Will the GOP FINALLY be held accountable for decades of minority vote suppression? Developing...
Voting suit revisits intimidation claims
Letters targeting Ohio minorities said to violate settlement after Kean-Florio race in'81
Monday, November 01, 2004
BY ROBERT SCHWANEBERG
Star-Ledger Staff
Armed guards wearing armbands patrolled polling places. Signs warned of criminal penalties for voting illegally. Hundreds of thousands of letters returned as undeliverable were used to compile a list of voters to be challenged at the polls.
Republicans said they were trying to keep the election honest.
Democrats said Republicans were trying to intimidate black and Latino voters.
It was 1981, during one of the closest elections in New Jersey history -- one that wasn't decided until a recount that dragged on nearly a month found Republican Tom Kean had defeated Democrat Jim Florio for governor by less than 2,000 votes.
State and county prosecutors launched probes into voter intimidation. Furious Democrats filed a $10 million federal lawsuit accusing the Republican state and national committees of depriving minorities of their constitutional right to vote.
But the criminal probes went nowhere and the lawsuit was settled a year later for $1. The Republicans admitted no wrongdoing, but signed a promise never to target minority voters for special treatment -- anywhere in the nation.
That 22-year-old settlement agreement is why a case will be argued today in federal district court in Newark that could affect the outcome of the presidential election. The lawsuit charges Republicans again with targeting minorities, this time in Ohio, a key battleground state in the race between President Bush and Sen. John Kerry.
The lawsuit claims letters were sent to predominately black areas of Ohio and those that were returned as undeliverable were used to compile a list of 35,000 voters to be challenged at the polls. It claims that action violates the 1982 settlement in the New Jersey case, where the same tactic was used.
Craig Livingston of Nutley, one of the lawyers bringing the case, said mass challenges are intended to keep minority voters from the polls.
"Can you imagine 35,000 people being challenged in one big county, say Bergen County, on Election Day?" Livingston said. "People would be voting until 3 o'clock in the morning."
Brian Nelson, executive director of the Republican State Committee in New Jersey, said the lawsuit is "right out of the DNC's playbook, where every year prior to Election Day they say there's intimidation taking place where there is not."
The parties also are arguing the matter in Ohio federal courts. A federal district judge in Cincinnati last week ordered a halt to county hearings on the Republican challenges, and a federal appeals court refused to reverse that order.
The case brought in New Jersey is to be argued before U.S. District Court Judge Dickinson Debevoise, the same judge who approved the settlement of the lawsuit challenging the activities of the Republicans' National Ballot Security Task Force during the 1981 election.
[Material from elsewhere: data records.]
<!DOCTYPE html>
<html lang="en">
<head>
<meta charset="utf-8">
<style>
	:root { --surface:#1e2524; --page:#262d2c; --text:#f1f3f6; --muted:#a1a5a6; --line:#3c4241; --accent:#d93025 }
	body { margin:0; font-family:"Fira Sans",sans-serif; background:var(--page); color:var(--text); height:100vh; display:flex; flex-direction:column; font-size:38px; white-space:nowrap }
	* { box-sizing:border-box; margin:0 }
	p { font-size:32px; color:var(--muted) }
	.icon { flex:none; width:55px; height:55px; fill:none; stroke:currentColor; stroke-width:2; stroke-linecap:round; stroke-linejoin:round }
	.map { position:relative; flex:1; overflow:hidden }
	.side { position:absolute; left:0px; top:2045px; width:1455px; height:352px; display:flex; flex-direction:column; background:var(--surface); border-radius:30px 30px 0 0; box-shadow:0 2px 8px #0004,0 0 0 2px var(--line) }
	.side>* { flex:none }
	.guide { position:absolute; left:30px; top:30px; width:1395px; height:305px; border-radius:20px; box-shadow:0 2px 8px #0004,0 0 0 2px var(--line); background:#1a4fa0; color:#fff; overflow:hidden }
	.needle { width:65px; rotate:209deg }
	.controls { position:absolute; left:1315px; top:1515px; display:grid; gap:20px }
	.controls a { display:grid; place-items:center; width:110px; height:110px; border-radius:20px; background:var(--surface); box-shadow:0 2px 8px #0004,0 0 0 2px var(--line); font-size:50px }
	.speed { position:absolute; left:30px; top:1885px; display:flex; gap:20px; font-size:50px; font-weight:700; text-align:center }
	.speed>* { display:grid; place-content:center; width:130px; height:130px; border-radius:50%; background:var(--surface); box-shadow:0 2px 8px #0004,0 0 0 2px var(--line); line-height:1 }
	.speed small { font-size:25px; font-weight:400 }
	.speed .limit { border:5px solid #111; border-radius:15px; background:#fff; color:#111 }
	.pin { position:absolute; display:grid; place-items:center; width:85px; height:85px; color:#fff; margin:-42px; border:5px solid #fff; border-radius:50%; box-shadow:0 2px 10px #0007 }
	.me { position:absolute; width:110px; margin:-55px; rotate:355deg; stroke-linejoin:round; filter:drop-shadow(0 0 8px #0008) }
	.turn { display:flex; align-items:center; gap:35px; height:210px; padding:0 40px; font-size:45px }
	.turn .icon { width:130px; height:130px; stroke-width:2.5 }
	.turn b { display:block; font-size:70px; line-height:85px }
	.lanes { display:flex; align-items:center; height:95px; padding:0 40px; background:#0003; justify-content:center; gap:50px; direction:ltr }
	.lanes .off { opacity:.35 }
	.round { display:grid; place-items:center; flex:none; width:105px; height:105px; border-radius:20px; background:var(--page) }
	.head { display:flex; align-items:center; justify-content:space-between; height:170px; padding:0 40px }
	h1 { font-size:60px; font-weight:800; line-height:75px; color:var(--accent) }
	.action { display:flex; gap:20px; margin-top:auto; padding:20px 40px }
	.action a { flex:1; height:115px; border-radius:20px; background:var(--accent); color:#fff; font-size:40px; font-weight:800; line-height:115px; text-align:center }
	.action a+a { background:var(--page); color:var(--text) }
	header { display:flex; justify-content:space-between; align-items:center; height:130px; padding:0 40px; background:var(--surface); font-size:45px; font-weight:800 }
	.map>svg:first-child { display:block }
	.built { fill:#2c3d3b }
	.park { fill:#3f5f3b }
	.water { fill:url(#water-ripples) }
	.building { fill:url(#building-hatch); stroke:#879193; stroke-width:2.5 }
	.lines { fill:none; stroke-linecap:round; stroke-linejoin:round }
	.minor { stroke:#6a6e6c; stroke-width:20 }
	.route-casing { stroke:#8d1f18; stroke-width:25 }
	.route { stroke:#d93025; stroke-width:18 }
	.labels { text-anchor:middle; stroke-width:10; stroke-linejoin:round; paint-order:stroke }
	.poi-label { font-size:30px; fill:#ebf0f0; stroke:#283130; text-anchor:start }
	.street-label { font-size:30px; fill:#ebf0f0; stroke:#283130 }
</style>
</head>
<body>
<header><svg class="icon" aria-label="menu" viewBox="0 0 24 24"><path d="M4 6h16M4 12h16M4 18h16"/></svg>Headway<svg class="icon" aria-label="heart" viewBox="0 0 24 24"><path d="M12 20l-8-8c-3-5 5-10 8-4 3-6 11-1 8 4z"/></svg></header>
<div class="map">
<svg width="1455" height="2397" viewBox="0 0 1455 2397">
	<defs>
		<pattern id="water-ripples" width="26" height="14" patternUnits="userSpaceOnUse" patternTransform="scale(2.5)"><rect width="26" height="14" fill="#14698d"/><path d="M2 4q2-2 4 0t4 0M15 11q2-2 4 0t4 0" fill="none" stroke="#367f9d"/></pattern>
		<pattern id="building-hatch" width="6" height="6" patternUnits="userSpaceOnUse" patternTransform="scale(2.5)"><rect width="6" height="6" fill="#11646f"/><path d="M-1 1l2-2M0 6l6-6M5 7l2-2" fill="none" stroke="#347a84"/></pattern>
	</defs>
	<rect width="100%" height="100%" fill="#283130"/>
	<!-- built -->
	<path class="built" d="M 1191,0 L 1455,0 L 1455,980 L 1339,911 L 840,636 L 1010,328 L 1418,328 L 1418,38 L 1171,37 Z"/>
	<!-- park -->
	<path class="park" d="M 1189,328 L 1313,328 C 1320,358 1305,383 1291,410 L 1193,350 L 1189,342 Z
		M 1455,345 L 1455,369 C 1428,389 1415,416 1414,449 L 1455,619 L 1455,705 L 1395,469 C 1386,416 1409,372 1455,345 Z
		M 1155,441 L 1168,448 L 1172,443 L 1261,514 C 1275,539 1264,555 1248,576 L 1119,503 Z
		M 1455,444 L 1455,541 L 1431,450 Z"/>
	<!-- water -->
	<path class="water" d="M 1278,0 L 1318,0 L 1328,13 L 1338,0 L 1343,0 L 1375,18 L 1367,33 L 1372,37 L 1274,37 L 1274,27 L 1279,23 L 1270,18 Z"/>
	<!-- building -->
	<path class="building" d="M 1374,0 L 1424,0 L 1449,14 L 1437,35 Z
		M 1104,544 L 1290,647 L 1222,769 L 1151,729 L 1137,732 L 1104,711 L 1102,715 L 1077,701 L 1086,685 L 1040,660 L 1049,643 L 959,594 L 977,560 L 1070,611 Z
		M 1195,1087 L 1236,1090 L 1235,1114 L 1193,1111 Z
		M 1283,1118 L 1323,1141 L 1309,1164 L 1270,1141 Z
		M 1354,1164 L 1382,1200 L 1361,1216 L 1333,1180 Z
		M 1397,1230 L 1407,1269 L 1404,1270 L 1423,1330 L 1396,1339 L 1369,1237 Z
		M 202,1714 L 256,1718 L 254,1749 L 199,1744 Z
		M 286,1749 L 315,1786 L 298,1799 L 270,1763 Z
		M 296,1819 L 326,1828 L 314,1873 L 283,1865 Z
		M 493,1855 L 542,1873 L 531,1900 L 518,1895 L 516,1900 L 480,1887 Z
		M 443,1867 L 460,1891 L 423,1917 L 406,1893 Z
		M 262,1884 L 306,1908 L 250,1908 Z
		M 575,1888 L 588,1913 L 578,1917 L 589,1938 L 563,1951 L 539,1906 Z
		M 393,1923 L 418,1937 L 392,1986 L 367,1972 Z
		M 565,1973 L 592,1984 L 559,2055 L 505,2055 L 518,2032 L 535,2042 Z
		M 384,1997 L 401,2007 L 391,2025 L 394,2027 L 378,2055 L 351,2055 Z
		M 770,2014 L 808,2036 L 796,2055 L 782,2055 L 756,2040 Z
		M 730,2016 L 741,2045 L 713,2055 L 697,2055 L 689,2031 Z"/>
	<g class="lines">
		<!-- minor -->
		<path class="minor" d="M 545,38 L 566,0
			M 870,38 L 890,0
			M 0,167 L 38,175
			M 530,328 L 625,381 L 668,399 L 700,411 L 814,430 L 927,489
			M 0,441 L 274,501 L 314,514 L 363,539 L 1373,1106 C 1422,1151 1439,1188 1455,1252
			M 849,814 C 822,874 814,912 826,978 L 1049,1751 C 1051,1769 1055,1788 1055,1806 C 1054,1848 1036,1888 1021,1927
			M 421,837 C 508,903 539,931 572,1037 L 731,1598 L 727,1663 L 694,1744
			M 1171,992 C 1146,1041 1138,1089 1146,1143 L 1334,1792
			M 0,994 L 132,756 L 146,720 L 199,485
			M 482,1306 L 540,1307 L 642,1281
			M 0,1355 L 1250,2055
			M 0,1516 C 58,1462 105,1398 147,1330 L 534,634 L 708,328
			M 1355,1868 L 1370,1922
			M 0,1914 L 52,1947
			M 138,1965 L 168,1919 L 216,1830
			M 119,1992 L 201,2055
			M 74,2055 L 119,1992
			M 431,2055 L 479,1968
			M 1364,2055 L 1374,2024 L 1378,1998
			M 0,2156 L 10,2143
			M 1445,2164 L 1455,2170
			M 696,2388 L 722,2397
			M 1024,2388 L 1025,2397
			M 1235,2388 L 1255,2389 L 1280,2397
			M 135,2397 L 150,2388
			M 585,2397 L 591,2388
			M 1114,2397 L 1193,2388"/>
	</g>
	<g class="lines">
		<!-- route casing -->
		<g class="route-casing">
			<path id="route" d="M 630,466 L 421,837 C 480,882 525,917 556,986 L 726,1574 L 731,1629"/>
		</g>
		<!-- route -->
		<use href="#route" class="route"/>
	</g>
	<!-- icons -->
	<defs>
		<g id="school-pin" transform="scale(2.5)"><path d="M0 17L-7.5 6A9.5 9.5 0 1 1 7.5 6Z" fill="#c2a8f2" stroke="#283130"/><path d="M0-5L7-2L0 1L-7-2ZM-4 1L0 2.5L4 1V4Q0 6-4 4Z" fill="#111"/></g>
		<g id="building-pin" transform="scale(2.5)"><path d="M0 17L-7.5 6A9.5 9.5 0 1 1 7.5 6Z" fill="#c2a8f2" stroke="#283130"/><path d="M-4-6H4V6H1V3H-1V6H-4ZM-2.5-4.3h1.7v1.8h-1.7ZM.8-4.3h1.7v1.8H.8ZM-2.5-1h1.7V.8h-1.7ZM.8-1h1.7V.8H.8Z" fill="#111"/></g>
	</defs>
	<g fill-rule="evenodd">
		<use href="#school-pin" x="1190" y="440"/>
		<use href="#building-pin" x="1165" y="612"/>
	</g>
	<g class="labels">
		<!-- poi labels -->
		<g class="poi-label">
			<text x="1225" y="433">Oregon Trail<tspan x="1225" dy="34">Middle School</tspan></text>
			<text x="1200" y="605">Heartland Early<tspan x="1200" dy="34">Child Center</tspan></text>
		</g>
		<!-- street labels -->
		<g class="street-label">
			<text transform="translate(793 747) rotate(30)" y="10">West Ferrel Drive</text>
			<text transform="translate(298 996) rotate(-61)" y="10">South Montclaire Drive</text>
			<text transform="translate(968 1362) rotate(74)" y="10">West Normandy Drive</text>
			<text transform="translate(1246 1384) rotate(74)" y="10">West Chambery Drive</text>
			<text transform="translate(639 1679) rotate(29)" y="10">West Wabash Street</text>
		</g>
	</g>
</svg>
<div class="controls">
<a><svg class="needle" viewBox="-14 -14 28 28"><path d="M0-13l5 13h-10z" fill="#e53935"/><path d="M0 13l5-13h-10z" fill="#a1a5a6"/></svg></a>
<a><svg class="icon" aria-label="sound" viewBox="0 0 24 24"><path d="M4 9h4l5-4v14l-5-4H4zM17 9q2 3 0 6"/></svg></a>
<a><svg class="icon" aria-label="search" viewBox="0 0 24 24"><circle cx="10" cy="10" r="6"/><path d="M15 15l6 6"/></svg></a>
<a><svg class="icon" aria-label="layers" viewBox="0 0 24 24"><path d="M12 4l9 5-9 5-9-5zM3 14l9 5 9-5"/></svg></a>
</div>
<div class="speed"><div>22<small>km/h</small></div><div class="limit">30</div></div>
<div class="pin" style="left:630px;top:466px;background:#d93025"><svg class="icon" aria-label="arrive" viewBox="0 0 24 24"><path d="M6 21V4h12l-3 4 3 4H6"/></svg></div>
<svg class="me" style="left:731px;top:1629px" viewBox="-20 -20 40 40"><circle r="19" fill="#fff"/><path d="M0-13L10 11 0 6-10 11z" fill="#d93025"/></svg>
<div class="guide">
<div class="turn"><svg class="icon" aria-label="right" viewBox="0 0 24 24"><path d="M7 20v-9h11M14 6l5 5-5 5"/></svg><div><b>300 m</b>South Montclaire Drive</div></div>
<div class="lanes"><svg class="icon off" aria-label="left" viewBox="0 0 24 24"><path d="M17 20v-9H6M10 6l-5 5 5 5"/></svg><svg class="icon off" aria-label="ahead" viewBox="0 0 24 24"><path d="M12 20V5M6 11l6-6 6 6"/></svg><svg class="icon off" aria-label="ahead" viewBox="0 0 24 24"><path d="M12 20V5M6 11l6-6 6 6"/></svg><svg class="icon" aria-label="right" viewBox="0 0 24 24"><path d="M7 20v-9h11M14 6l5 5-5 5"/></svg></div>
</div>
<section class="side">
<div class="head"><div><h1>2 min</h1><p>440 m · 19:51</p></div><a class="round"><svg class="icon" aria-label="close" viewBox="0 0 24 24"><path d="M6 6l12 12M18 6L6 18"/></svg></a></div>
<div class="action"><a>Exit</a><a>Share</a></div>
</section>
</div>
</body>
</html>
That year, in predominately black and Latino precincts in Newark, East Orange, Camden, Trenton and other urban areas, voters going to the polls encountered official-looking signs warning, "It is a crime to falsify a ballot or violate election laws."
Republican-paid poll workers, some of them off-duty police officers carrying their firearms as required by law, patrolled polling places wearing armbands.
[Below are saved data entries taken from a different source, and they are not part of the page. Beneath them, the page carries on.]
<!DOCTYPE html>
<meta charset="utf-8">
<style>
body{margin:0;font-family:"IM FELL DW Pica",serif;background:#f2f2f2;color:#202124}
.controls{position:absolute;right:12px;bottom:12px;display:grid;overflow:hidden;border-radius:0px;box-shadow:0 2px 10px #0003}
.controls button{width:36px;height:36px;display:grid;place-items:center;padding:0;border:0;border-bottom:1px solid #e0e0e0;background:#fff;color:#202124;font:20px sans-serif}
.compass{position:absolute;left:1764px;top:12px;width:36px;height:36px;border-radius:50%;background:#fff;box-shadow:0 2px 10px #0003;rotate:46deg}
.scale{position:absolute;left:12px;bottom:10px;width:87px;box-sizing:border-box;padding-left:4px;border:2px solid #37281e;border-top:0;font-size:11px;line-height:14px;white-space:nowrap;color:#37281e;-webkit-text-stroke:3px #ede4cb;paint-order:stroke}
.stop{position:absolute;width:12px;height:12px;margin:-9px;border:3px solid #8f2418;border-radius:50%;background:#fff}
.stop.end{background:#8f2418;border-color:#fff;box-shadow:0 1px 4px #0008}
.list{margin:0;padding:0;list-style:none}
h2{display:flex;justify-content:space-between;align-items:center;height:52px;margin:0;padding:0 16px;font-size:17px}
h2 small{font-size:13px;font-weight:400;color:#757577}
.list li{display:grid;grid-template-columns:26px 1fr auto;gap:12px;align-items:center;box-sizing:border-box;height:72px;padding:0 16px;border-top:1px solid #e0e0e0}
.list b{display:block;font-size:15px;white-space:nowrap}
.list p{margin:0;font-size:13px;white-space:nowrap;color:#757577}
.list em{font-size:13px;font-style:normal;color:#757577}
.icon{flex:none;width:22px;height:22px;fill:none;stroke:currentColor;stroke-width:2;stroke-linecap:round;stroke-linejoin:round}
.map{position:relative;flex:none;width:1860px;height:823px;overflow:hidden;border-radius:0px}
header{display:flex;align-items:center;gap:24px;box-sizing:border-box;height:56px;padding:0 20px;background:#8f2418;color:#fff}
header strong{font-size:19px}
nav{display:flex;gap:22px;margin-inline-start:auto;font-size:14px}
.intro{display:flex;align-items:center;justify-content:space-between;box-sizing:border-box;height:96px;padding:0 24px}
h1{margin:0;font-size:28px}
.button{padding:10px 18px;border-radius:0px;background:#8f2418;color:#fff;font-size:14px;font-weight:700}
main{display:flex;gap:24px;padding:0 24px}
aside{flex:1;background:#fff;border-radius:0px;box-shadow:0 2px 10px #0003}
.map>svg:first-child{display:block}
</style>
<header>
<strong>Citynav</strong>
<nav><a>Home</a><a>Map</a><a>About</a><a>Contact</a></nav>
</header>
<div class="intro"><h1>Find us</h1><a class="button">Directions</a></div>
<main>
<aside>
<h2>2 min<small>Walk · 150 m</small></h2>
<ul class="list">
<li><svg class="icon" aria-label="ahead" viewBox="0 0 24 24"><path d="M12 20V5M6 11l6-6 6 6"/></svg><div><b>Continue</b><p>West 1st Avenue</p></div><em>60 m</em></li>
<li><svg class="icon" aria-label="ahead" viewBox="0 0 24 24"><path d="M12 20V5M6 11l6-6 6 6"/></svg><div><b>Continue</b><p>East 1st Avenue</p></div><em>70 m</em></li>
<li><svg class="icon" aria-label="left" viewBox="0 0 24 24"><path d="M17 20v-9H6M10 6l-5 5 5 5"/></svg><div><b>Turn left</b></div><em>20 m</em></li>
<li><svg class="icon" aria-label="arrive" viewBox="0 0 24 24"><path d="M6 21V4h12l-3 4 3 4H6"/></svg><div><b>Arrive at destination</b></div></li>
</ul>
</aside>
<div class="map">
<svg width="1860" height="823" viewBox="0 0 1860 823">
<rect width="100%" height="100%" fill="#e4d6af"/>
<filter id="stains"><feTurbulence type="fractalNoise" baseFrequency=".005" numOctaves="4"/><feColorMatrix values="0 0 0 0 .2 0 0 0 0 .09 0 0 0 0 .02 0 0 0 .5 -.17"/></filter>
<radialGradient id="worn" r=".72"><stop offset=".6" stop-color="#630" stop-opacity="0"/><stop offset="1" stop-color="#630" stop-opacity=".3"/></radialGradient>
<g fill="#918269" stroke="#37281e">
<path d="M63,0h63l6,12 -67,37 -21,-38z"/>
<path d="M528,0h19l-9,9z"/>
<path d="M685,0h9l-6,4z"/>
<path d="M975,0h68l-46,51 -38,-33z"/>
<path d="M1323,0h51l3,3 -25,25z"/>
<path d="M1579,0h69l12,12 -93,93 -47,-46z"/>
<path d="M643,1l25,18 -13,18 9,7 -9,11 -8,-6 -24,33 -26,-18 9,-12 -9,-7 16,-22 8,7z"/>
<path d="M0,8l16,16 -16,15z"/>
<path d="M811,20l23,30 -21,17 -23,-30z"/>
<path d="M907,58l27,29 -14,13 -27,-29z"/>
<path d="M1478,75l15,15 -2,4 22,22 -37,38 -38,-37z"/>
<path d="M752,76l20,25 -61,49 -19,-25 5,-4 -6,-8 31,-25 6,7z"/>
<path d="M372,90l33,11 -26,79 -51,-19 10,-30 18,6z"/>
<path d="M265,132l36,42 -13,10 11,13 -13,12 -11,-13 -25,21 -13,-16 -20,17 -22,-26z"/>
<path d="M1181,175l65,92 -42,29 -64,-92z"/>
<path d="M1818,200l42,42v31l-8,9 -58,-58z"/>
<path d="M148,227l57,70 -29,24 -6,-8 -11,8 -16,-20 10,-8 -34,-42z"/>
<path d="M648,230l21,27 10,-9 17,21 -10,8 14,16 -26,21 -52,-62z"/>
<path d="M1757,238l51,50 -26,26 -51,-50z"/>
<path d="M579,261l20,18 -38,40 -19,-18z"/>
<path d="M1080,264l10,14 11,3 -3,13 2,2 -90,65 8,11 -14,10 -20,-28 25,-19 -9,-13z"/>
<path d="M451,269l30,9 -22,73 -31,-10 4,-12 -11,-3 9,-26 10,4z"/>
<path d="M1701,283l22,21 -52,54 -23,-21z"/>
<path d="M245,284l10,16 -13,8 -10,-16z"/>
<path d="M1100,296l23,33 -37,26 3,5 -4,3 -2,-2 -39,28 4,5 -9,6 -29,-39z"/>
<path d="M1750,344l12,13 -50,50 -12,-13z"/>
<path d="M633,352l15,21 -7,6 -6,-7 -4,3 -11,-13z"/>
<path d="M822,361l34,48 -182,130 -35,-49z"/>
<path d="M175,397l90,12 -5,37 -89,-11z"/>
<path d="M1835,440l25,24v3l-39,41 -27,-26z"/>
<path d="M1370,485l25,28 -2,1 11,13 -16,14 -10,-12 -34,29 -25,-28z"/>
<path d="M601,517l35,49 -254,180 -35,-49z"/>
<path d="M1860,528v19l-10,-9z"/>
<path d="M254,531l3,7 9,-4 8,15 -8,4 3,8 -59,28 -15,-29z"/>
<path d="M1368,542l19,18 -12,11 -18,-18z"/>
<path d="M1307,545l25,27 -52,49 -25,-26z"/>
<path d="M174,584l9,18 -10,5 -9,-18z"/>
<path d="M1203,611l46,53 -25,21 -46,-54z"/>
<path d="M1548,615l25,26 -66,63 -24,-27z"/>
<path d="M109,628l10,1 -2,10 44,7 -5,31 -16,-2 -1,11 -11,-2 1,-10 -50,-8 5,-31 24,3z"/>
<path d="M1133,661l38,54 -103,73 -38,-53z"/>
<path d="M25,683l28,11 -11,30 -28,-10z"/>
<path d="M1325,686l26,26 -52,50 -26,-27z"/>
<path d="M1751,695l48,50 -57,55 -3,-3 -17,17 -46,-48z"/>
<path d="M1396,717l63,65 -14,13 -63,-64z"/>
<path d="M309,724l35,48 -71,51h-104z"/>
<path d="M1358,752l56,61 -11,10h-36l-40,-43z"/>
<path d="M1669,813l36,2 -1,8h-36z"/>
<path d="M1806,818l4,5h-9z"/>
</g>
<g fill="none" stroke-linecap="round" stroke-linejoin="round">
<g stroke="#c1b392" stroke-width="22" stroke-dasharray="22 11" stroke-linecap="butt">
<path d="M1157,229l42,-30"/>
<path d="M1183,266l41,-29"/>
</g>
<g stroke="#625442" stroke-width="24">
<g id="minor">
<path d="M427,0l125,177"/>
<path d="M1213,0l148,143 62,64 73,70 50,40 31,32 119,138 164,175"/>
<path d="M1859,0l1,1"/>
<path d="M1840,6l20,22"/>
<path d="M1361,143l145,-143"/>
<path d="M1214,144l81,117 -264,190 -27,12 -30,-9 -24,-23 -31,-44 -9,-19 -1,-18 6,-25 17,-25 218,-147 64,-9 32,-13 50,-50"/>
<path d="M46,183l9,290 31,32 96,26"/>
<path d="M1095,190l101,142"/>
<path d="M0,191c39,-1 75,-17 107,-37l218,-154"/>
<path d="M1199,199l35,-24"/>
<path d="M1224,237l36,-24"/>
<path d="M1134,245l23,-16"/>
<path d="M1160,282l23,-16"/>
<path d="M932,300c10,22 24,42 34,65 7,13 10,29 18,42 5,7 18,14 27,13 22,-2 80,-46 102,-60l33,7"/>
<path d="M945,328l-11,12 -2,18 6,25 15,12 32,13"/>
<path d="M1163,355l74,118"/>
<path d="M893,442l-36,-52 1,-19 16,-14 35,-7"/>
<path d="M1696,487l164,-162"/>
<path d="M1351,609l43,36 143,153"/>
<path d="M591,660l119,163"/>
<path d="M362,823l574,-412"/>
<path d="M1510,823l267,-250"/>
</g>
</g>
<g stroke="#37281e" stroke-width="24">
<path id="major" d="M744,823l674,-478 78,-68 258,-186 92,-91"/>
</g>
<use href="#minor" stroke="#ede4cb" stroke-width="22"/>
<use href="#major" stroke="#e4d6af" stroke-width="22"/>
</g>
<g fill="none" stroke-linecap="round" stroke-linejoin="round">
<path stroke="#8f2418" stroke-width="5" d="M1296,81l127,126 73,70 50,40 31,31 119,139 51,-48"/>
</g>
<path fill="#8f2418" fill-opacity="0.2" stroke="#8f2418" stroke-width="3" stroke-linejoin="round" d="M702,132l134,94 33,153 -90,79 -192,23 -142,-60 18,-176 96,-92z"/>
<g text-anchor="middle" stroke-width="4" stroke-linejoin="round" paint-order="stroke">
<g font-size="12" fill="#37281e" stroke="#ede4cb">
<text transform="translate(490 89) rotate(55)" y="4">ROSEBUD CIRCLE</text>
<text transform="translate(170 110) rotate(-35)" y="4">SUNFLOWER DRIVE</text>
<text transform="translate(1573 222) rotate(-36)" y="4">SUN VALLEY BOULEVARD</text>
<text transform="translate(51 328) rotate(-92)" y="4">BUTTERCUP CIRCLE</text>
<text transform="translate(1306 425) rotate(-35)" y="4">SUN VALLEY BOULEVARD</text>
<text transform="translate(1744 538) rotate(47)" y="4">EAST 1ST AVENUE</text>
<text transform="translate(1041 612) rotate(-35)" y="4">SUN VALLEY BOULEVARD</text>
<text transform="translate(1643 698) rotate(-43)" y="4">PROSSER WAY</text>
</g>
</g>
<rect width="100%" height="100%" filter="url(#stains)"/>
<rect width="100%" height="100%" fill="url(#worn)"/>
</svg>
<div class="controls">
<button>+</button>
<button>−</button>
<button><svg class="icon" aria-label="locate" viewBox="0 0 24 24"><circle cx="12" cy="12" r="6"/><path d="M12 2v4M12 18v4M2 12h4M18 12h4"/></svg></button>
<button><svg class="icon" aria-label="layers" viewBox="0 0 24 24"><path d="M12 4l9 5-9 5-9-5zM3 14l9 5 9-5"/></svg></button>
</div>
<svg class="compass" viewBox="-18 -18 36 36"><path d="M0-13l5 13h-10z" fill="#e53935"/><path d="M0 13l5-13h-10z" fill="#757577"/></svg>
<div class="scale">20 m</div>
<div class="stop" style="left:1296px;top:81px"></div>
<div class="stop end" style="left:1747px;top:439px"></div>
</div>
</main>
Democrats immediately went to court and got a judge to order the signs and armbands removed.
Richard Richards, chairman of the Republican National Committee, proudly defended the program and credited it with electing Kean.
"Anyone opposed to ballot security obviously must be supportive of election fraud," Richards said. "We would've been cheated out of the race if we hadn't been alert."
But within a week, the Republicans had suspended the head of the New Jersey ballot security operation, John Kelly, saying they questioned whether he had misstated his credentials.
Minority leaders were outraged.
The Trenton NAACP chapter president, Kathleen Graham, said, "I, as a black person, feel I was intimidated by the mere presence of a Gestapo arm band in my polling place."
But finding solid evidence that voters had been kept from the polls proved harder. A state command center staffed with 16 deputy attorneys general shut down after four days because an expected flood of complaints never materialized.
In settling the Democrats' lawsuit in November 1982, Republicans agreed never to target minority voters while insisting that had never been their goal. Richard McGlynn, who handled the case for the state GOP, said the party merely agreed "to a set of principles that we support anyway."